Love the video. But you might want to have a word with whoever did your subtitles @Dan_Huel - I don’t think “bare with me” is quite what you meant.
Unless Huel are preparing us for a much more risqué advertising campaign
Love the video. But you might want to have a word with whoever did your subtitles @Dan_Huel - I don’t think “bare with me” is quite what you meant.
Unless Huel are preparing us for a much more risqué advertising campaign
Hey Carly, thanks, saw your message on Facebook too. I honestly google it every time, why is it a ? Never really got it!
Will note for future, but I imagine you are one of the only people that noticed.
No, all us grammar nazis were polishing our boots when we saw that! It’s not bear as in , it’s bear as in tolerate or carry. The only meaning of bare is naked or unadorned, it’s the other one that has quite a few meanings.
I’m a pedant - what can I say? Plus I also found the unintentional meaning quite funny. It also meant I was humming “Bare Necessities” from Jungle Book all evening.
But on a more serious note, I tend to think that if a company wants their potential customers to listen to their marketing and advertising messages then it’s important to get basic spelling and grammar correct. Simple errors like that will undermine your credibility with a certain type of customer. I don’t think I’m alone in thinking basic mistakes reflect badly on a company and undermine their image and perceived level of professionalism.

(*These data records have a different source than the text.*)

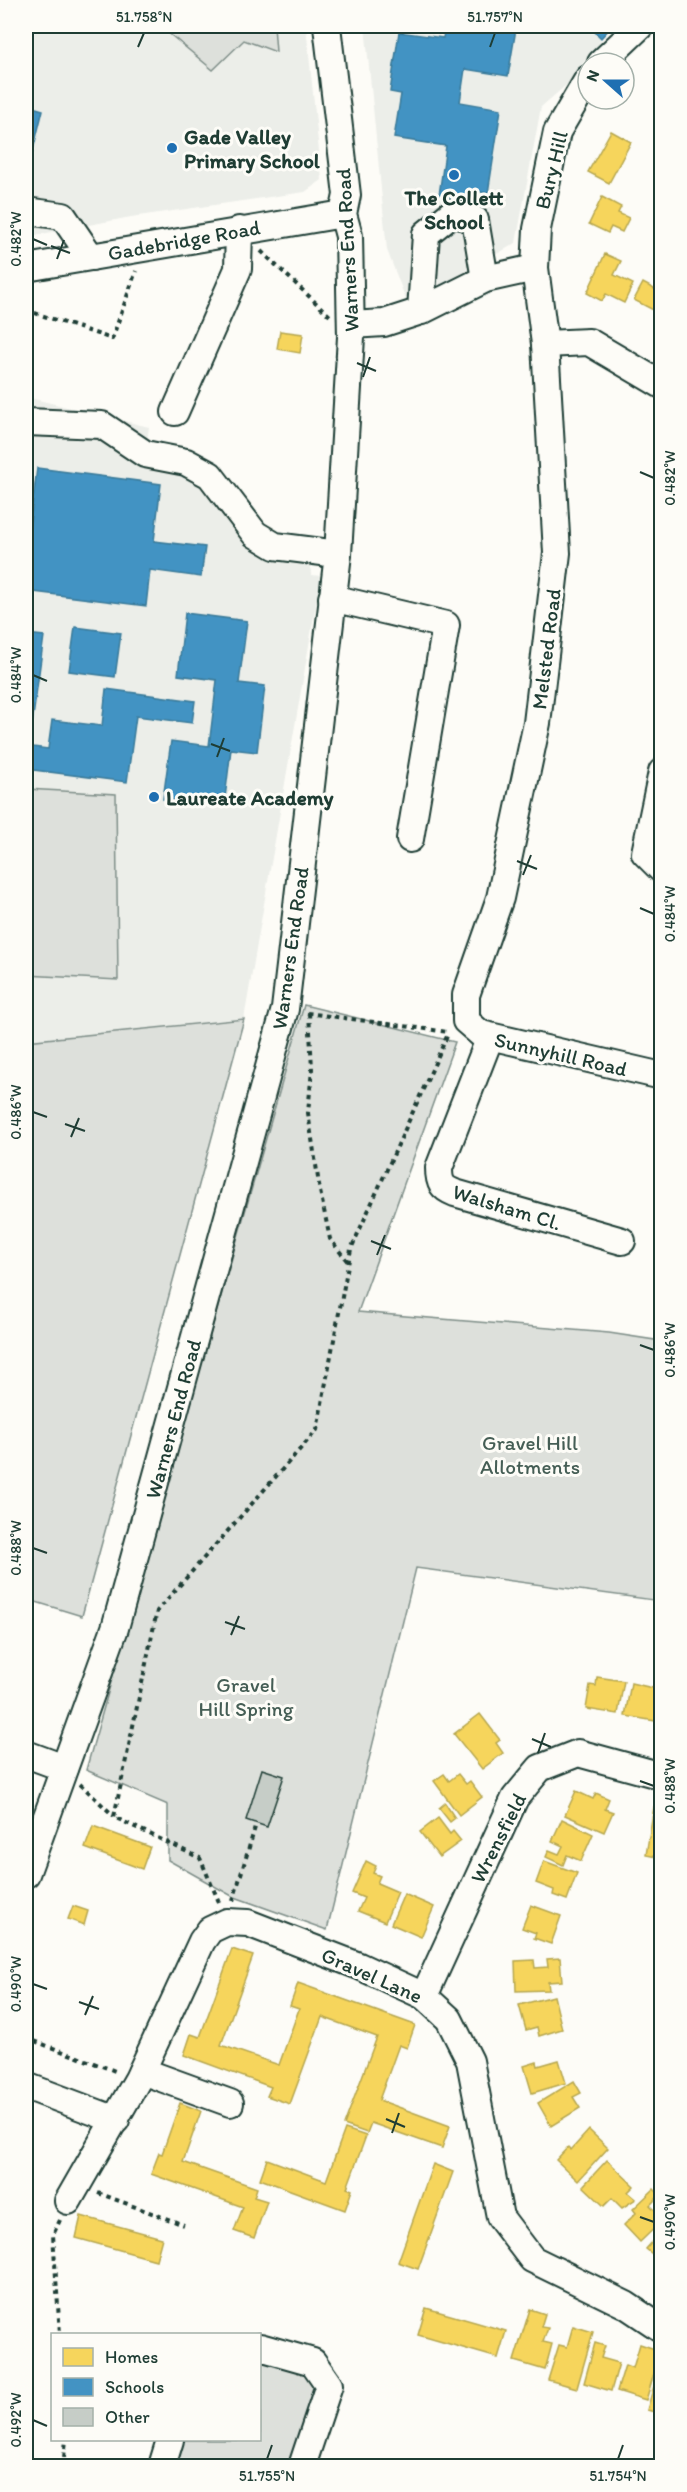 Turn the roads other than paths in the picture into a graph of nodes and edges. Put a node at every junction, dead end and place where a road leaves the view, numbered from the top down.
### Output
1 (327, 26) edge
2 (640, 26) edge
3 (614, 51) edge
4 (576, 100) edge
5 (26, 211) edge
6 (344, 214) junction
7 (239, 230) junction
8 (91, 257) junction
9 (26, 268) edge
10 (535, 268) junction
11 (485, 279) junction
12 (421, 311) junction
13 (351, 331) junction
14 (545, 344) junction
15 (662, 385) edge
16 (175, 412) dead end
17 (26, 422) edge
18 (338, 554) junction
19 (332, 598) junction
20 (662, 772) edge
21 (410, 839) dead end
22 (662, 870) edge
23 (458, 1027) joint
24 (490, 1037) junction
25 (662, 1076) edge
26 (622, 1241) dead end
27 (26, 1754) edge
28 (64, 1768) junction
29 (662, 1776) edge
30 (26, 1874) edge
31 (424, 1996) junction
32 (140, 2075) junction
33 (26, 2086) edge
34 (230, 2103) dead end
35 (116, 2120) junction
36 (73, 2193) road end
37 (662, 2329) edge
38 (261, 2347) edge
39 (169, 2441) edge
40 (162, 2466) edge
41 (302, 2466) edge

1 - 6 street, Warners End Road
2 - 3 street
4 - 10 street, Bury Hill
5 - 8 street
6 - 7 street, Gadebridge Road
6 - 13 street, Warners End Road
7 - 8 street, Gadebridge Road
7 - 16 street
8 - 9 street, Gadebridge Road
10 - 11 street
10 - 14 street, Melsted Road
11 - 12 street
11 - 12 street
12 - 13 street
13 - 18 street, Warners End Road
14 - 15 street
14 - 23 street, Melsted Road
17 - 18 street
18 - 19 street, Warners End Road
19 - 21 street
19 - 28 street, Warners End Road
20 - 22 street
23 - 24 street, Sunnyhill Road
24 - 25 street, Sunnyhill Road
24 - 26 street, Walsham Cl.
27 - 28 street
28 - 30 street, Warners End Road
29 - 31 street, Wrensfield
31 - 32 street, Gravel Lane
31 - 37 street, Gravel Lane
32 - 34 street
32 - 35 street
33 - 35 street
35 - 36 street
38 - 41 street
39 - 40 street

Plus I’m an English Literature and Linguistics graduate so the level of simple spelling and grammar mistakes on the internet in general offends me.
Some you see all the time:
lose vs. loose - really you don’t want to loose weight.
breath vs breathe - seems hardly anyone knows the difference.
their vs. there vs. they’re - have they stopped teaching this stuff in school?
I could rant on for hours about this. It’s especially annoying given so many devices and applications have built in spellcheckers.
I bet you read through that last post a couple of times before sending it?
Thank you for the feedback.
Did you like the video content, despite my heinous error in proof reading?
I noticed it too…bare/bear is one of the most common errors I see, alongside their there they’re. I actually mentioned it in a previous thread which I can’t be arsed to look up.
Nothing grind’s my gear’s more than the misuse of apostrophe’s!!!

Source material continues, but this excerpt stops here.